The State of Emergency recently imposed on Bangkok amid escalating political unrest carries some sweeping powers, some of them rather creative. According to a report in Coconuts, police are warning that anyone taking a selfie at anti-government protests is risking 2 years in jail and a fine of up to 40,000 baht. You’d have to really want that photo…

The emergency decree is being invoked in everything, from the arrests of protesters and their leaders, to the threat of restrictions being slapped on media outlets whose reporting is deemed unfavourable.

“We are under the severe state of emergency, which is a special law. We must hold this law seriously. Everything we do is under international standards.”

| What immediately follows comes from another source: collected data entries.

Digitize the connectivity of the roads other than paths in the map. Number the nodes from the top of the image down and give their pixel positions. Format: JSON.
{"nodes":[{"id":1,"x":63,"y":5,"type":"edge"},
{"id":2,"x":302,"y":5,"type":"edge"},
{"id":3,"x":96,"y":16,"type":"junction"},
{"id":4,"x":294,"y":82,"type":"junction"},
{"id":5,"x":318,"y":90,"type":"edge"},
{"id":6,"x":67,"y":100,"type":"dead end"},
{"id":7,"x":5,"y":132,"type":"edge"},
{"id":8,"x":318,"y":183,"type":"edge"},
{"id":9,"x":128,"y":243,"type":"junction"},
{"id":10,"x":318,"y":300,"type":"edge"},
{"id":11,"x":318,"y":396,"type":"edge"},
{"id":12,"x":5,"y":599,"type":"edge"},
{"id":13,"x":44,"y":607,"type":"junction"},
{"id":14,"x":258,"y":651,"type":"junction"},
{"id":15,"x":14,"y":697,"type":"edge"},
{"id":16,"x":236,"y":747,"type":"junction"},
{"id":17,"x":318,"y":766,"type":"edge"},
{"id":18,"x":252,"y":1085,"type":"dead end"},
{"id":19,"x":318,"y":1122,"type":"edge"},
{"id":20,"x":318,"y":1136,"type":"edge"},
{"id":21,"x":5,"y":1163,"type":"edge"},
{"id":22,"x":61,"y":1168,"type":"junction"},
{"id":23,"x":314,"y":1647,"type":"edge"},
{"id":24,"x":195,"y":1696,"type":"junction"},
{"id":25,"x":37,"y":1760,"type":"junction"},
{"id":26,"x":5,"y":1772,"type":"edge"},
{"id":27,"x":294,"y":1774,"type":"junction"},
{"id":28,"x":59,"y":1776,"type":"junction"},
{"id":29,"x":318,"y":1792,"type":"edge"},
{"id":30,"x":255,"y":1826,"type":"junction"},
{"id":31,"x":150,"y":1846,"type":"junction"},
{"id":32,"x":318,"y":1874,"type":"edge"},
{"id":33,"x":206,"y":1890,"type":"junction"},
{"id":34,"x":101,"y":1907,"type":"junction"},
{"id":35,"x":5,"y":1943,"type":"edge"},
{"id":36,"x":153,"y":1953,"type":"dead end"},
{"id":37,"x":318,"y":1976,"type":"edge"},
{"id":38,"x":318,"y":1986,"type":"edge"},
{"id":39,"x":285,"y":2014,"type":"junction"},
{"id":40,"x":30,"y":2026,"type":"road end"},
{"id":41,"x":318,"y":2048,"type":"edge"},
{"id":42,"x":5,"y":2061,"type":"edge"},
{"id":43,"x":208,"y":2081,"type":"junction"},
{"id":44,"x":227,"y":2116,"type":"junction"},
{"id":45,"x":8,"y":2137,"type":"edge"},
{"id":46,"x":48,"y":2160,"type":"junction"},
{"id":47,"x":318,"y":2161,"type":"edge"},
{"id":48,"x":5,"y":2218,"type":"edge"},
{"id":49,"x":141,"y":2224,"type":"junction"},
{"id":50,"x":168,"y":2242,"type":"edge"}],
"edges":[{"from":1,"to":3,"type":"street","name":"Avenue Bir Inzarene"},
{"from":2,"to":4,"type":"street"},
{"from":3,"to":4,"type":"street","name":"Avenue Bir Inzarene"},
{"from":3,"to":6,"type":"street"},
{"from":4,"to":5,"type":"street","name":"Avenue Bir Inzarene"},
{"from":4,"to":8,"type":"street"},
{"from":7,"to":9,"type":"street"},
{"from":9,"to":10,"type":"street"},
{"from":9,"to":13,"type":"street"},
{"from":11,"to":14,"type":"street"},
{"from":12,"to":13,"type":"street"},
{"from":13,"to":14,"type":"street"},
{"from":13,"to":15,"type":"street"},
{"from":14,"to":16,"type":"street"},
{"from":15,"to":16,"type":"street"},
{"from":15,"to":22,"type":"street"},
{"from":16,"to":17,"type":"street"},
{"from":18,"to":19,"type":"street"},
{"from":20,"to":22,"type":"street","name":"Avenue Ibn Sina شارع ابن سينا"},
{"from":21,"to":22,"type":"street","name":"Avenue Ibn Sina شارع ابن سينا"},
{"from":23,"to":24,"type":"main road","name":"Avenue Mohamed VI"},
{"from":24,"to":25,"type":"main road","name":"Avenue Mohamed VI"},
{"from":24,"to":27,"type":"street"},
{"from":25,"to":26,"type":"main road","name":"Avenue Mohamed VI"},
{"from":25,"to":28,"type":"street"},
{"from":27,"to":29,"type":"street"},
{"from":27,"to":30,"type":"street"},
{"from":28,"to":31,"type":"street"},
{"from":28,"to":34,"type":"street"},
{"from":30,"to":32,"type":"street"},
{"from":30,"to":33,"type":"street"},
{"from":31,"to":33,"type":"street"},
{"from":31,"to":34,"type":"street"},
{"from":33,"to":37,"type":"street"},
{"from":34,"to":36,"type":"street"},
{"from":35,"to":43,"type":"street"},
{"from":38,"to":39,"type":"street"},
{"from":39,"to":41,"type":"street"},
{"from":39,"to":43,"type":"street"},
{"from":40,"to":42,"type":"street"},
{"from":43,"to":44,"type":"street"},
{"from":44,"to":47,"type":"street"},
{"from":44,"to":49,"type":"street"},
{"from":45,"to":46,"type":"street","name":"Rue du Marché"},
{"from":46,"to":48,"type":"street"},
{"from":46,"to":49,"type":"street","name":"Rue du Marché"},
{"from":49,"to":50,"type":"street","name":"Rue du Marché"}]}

Meanwhile, the latest clampdown has led to the arrest (and subsequent temporary release) of one doctor and the firing of another. After riot police in Bangkok used water cannons laced with chemicals to disperse a protest on Friday, around 400 Thai doctors called on officials to refrain from using such irritants against activists.

Jarosdao Rimpanichkit, a doctor at Bangkok’s Mongkutwattana General Hospital, was promptly fired for having put his name to the letter. In a statement, the director of the military hospital, General Rientong Nanna, says the facility could not support employees who are, “allied with the king’s enemies.”

Meanwhile, another doctor, Tossaporn Serirak, has been released on bail after being arrested for violating the emergency decree. Tossaporn has become something of a hero figure to pro-democracy activists, after he began offering medical assistance at rallies and criticising officials for the tactics used against peaceful protesters.